The manufacturing sector in Malaysia appears to be approaching stabilisation, with February 2024 data showing a momentum towards the PMI threshold of 50. According to a survey by S&P Global, both new orders and production levels experienced a modest moderation, indicating the presence of some demand pockets.
The seasonally adjusted S&P Global Malaysia Manufacturing Purchasing Managers’ Index (PMI) recorded 49.5 during the month, a slight improvement from January's 49.0. This suggests a subtle deterioration in business conditions, marking the softest decline since the current sequence began in September 2022.
Details
Throughout the surveyed period, the data indicated a continual reduction in manufacturing output for the nineteenth consecutive month. However, the pace of this reduction was mild, marking the slowest decline since August 2022. Respondents primarily attributed this moderation in production to weak demand conditions, although some companies observed signs of recovery in certain areas of demand.
This trend aligns with the gentler declines observed in both total new orders and new export business. In February, both experienced a slight reduction, representing the softest declines in their respective 18- and ten-month sequences. The subdued demand has led to a degree of hesitancy among clients to commit to new projects, although some panel members noted a slight improvement in customer confidence.
Manufacturers also saw steady workloads, but some faced a drop in business due to not having enough staff. This led to a small cut in jobs as companies tried to save costs. Despite these challenges, it's important to highlight that a few manufacturers decided to hire more full-time workers, especially in response to growing demand.

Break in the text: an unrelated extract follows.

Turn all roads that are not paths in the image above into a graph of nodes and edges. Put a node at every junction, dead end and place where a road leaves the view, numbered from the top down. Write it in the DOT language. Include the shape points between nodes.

In addition, some respondents linked a dip in outstanding business to a shortage of staffing capacity, contributing to a slight reduction in employment levels as companies aimed to cut operating costs. Notably, amidst these challenges, certain manufacturers opted to bolster their workforce by hiring additional full-time staff, responding strategically to emerging pockets of demand.

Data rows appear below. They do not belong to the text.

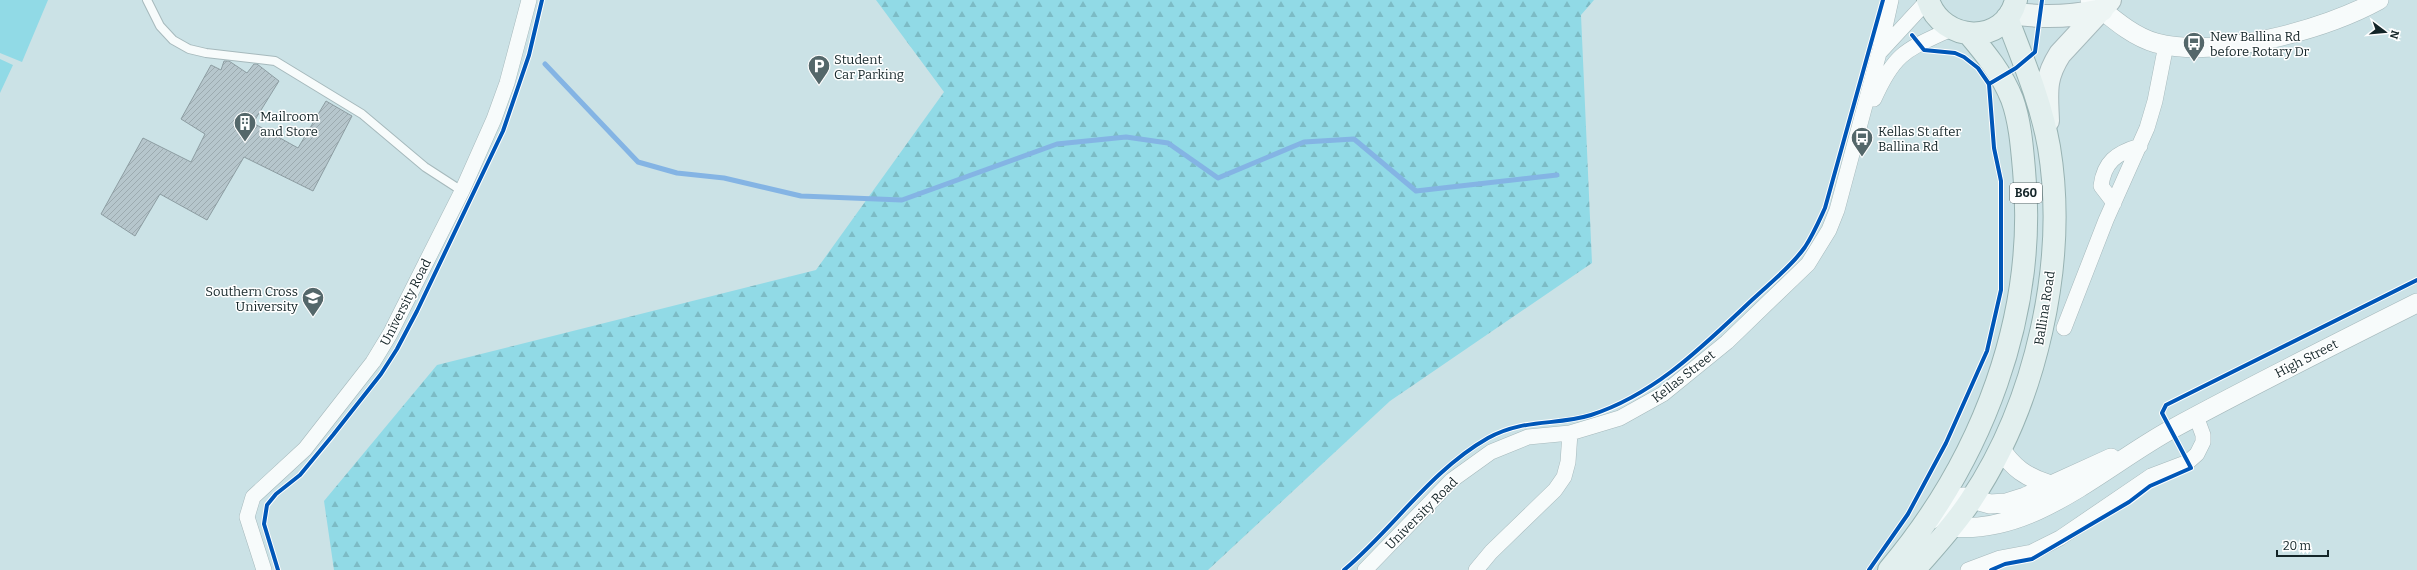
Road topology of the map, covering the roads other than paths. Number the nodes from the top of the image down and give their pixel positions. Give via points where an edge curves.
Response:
1 (147, 0) edge
2 (529, 0) edge
3 (1891, 0) edge
4 (1928, 0) edge
5 (2379, 0) edge
6 (2101, 3) edge
7 (2011, 10) edge
8 (1960, 31) junction
9 (2166, 45) junction
10 (1879, 53) junction
11 (1856, 140) junction
12 (2049, 146) junction
13 (2140, 146) junction
14 (462, 191) junction
15 (2114, 203) junction
16 (2417, 303) edge
17 (2064, 328) dead end
18 (2196, 416) junction
19 (1570, 433) junction
20 (2146, 444) junction
21 (2000, 448) junction
22 (2048, 484) junction
23 (1971, 500) junction
24 (1952, 527) junction
25 (1918, 532) junction
26 (264, 570) edge
27 (1365, 570) edge
28 (1476, 570) edge
29 (1889, 570) edge
30 (1914, 570) edge
31 (1968, 570) edge

1 - 14 lane via 160,26 173,40 188,49 206,53 275,61 362,114 425,166
2 - 14 street, University Road via 507,83
3 - 10 street, Kellas Street
4 - 8 main road, B60 via 1939,20
4 - 10 street, Kellas Street
5 - 9 street via 2342,17 2244,43 2208,47
6 - 7 main road via 2056,16
6 - 9 street via 2139,36
6 - 12 main road via 2060,54 2049,74 2046,92
7 - 8 main road via 1990,30
7 - 12 main road, Ballina Road / B60
8 - 11 street, Kellas Street via 1915,46 1897,59 1882,83
8 - 25 main road, Ballina Road / B60 via 1995,66 2012,99 2026,186 2026,248 2018,308 2004,364 1985,415 1959,467
9 - 13 street via 2155,101
10 - 11 street, Kellas Street
11 - 19 street, Kellas Street via 1838,210 1808,264 1727,342 1663,394 1620,418
12 - 21 main road, Ballina Road / B60 via 2054,234 2048,292 2038,347 2021,399
13 - 15 street
13 - 15 street via 2125,150 2107,163 2101,186
14 - 26 street, University Road via 390,334 373,362 305,449 252,497 247,517
15 - 17 street
16 - 18 street, High Street
18 - 20 street, High Street
18 - 31 street via 2203,442 2197,454 2188,462 2151,476 2060,538 2032,552 2000,558
19 - 27 street, University Road via 1528,437 1491,452 1452,480
19 - 28 street via 1564,477 1555,490
20 - 22 street
20 - 24 street via 2087,483 2012,520 1991,526
21 - 22 street via 2015,468 2024,475
21 - 23 main road, Ballina Road / B60
22 - 23 street via 2025,497 2006,503 1990,504
23 - 24 main road, Ballina Road / B60
23 - 25 street via 1957,498
24 - 30 main road, Ballina Road / B60
25 - 29 main road, Ballina Road / B60

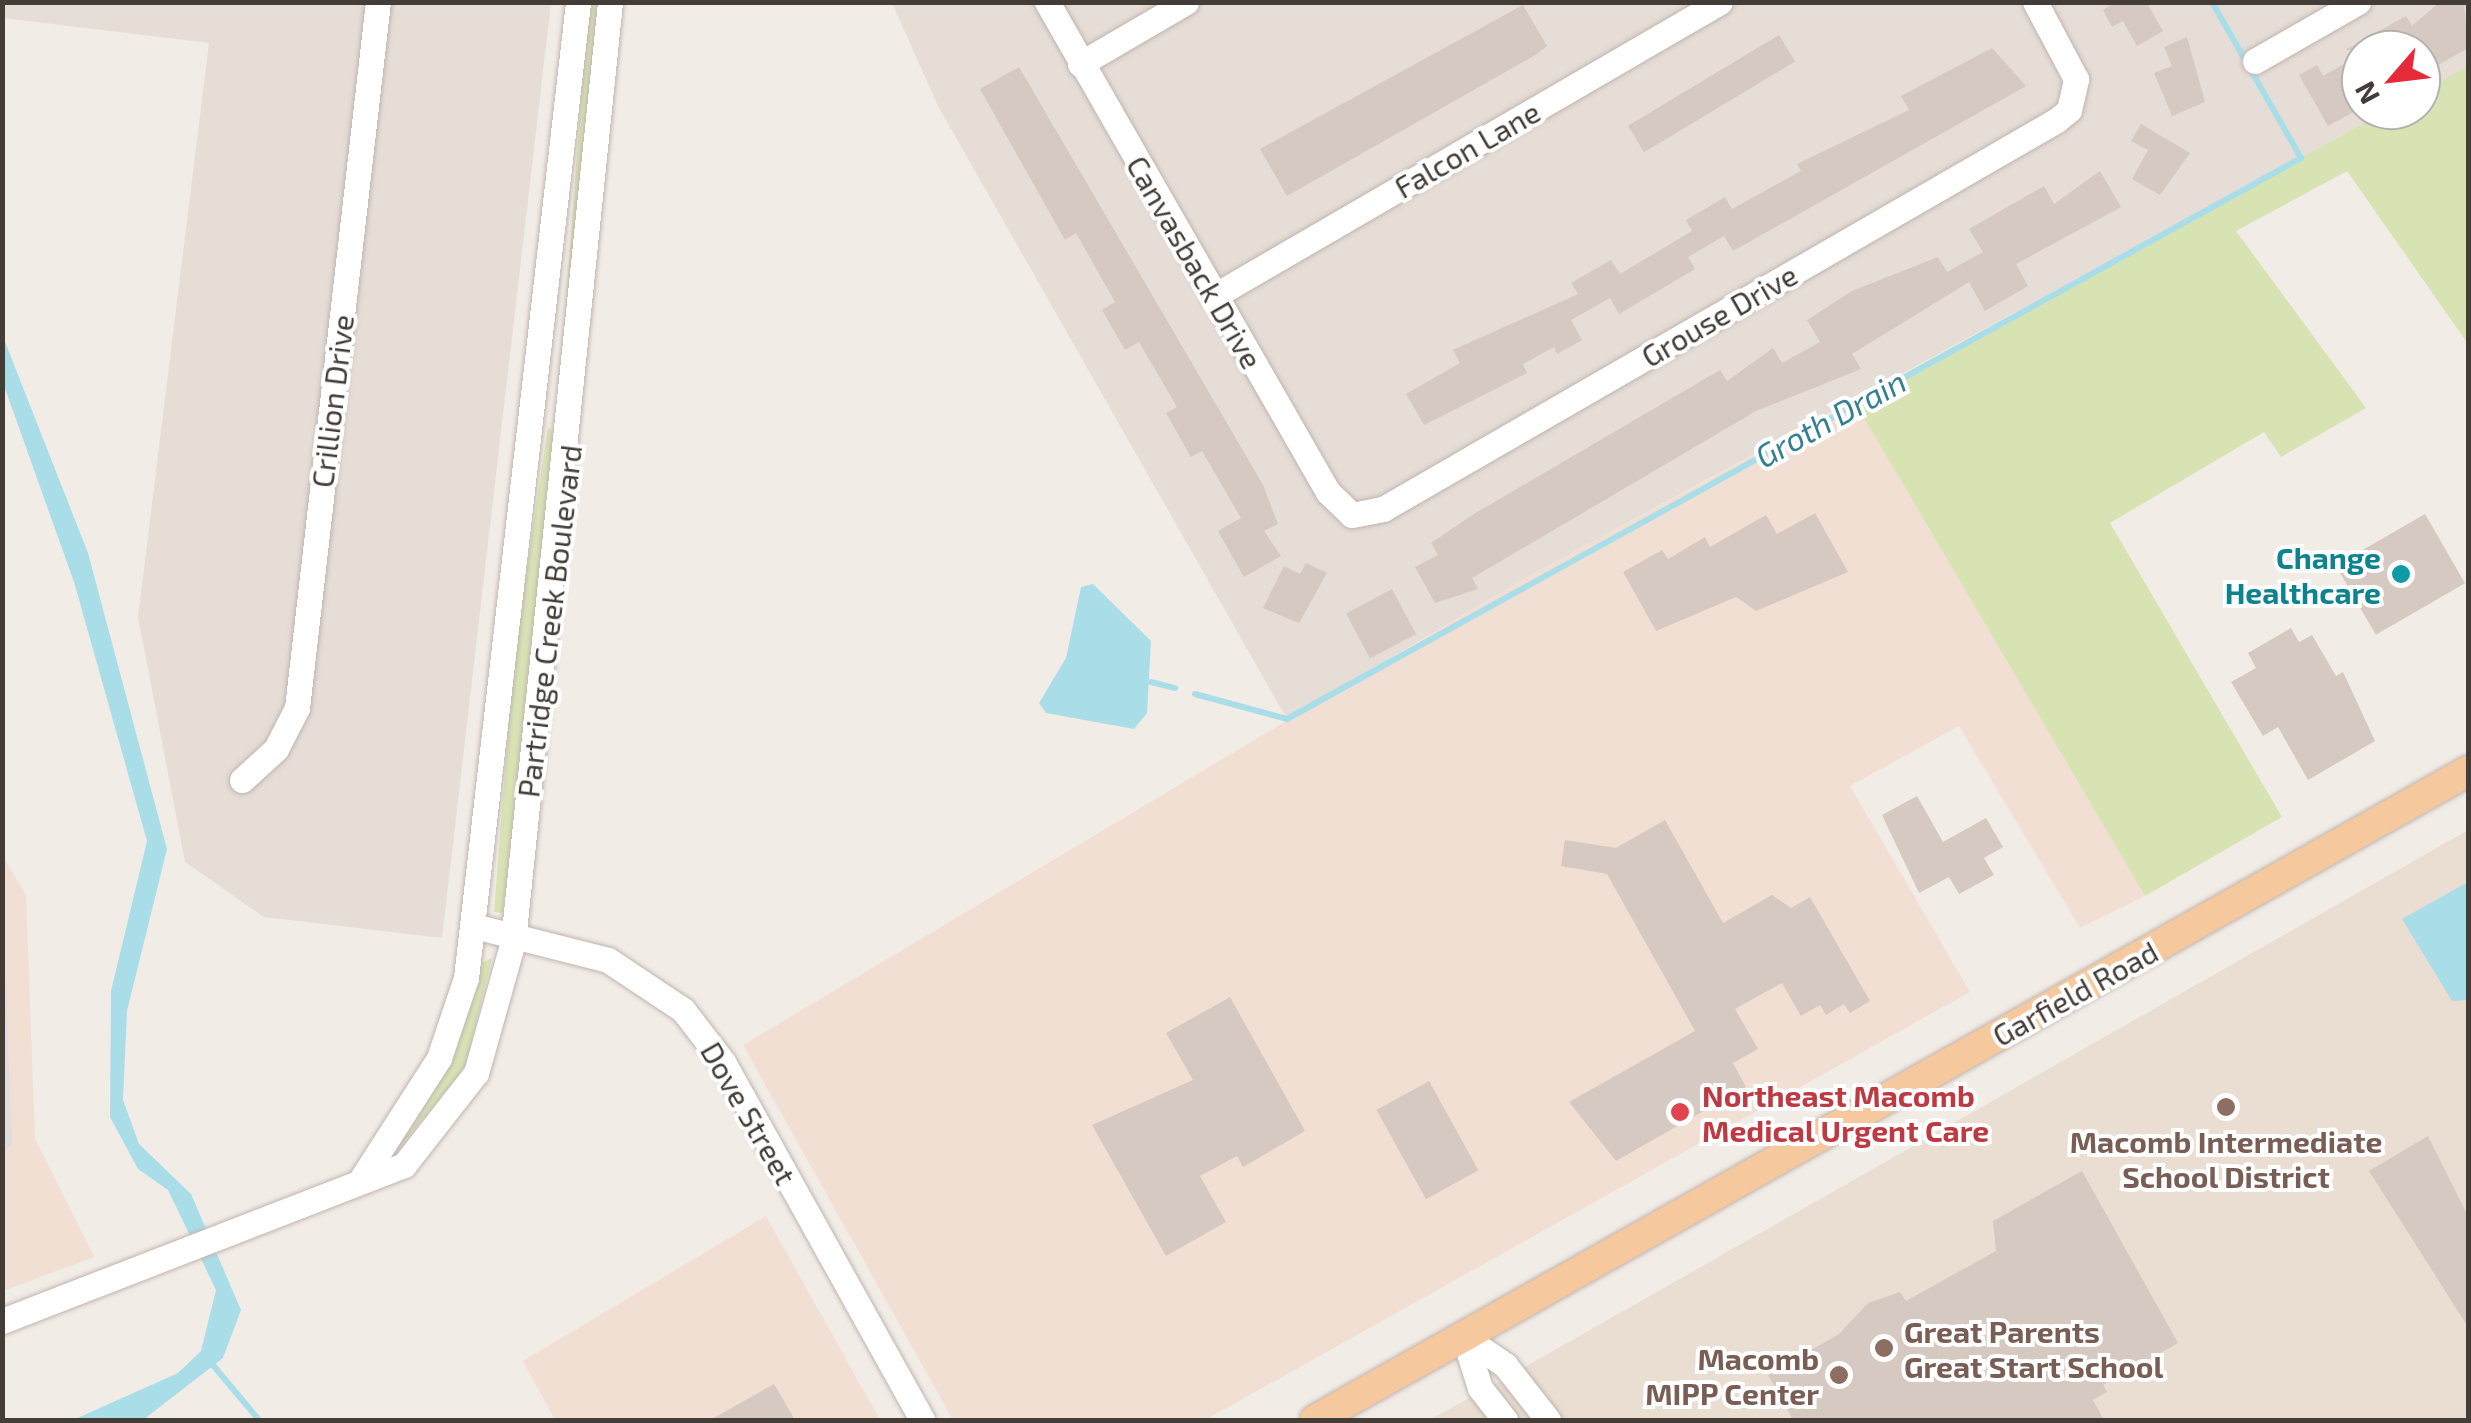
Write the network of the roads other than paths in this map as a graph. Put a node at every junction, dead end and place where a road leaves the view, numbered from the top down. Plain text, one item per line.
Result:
1 (378, 2) edge
2 (578, 2) edge
3 (610, 2) edge
4 (1046, 2) edge
5 (1186, 2) edge
6 (1720, 2) edge
7 (2035, 2) edge
8 (2358, 2) edge
9 (2255, 61) dead end
10 (1080, 64) junction
11 (1214, 296) junction
12 (1352, 514) joint
13 (2468, 771) edge
14 (242, 780) dead end
15 (474, 926) junction
16 (514, 941) junction
17 (362, 1178) junction
18 (2, 1321) edge
19 (1464, 1337) junction
20 (922, 1420) edge
21 (1315, 1420) edge
22 (1505, 1420) edge
23 (1548, 1420) edge

1 - 14 street, Crillion Drive
2 - 15 street, Partridge Creek Boulevard
3 - 16 street, Partridge Creek Boulevard
4 - 10 street, Canvasback Drive
5 - 10 street
6 - 11 street, Falcon Lane
7 - 12 street, Grouse Drive
8 - 9 street
10 - 11 street, Canvasback Drive
11 - 12 street, Canvasback Drive
13 - 19 main road, Garfield Road
15 - 16 street, Dove Street
15 - 17 street, Partridge Creek Boulevard
16 - 17 street, Partridge Creek Boulevard
16 - 20 street, Dove Street
17 - 18 street, Partridge Creek Boulevard
19 - 21 main road, Garfield Road
19 - 22 street
19 - 23 street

Inflation wise, the rate of input cost picked up for the first time in three months. While the increase was milder than the usual trend and significantly weaker than the past three years, it still resulted from higher operating expenses, driven by increased raw material costs and currency weakness. Surprisingly, despite these rising costs, companies only marginally increased output charges during February. This slow increase represents the gentlest pace in the last seven months, with anecdotal evidence suggesting that some firms opted to cut prices to boost sales.
Outlook
Malaysia's manufacturing PMI has consistently remained below the 50-point threshold since September 2022, indicating a lack of growth. However, it has demonstrated a more favourable performance in the first two months of 2024 as compared to the fourth quarter of 2023. The average PMI for 2M24 was 49.3, contrasting with the 47.5 recorded in 4Q23.

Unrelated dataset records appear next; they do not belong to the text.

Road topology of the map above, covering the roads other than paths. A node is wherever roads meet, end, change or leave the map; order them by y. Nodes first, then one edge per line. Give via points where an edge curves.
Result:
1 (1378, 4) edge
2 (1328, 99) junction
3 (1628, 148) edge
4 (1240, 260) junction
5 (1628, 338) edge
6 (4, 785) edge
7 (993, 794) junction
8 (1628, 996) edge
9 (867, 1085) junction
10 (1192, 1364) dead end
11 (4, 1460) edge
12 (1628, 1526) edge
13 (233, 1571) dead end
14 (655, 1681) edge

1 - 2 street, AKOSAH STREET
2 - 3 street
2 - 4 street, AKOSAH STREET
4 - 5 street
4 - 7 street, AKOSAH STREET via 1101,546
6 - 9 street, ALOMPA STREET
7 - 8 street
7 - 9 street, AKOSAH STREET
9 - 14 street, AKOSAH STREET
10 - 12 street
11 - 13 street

Traditionally, we draw correlations between PMI figures and official statistics such as real manufacturing sector data, real GDP, and real exports. Notably, there exists a significant correlation of 62.2%, 60.4%, and 44.2%, respectively. Upon a more detailed analysis of the ongoing trend, there is a sense of optimism for a potential improvement in the first quarter, even if it remains below the growth threshold. This aligns with our maintained perspective, anticipating a positive momentum in the manufacturing segment's contribution to real GDP, in contrast to the 0.3% contraction observed in the final quarter of 2023 (1Q24 Real manufacturing forecast: 2.0% YoY).
Moreover, as per insights from S&P Global, the historical relationship between PMI and official data indicates an upward trend in both GDP and manufacturing production, pointing towards improvement in the first quarter of 2024. Looking ahead, optimism for the year-ahead outlook in terms of output slightly decreased to a six-month low in February but confidence remains buoyed by the expectation of an improved demand environment and stabilised price conditions.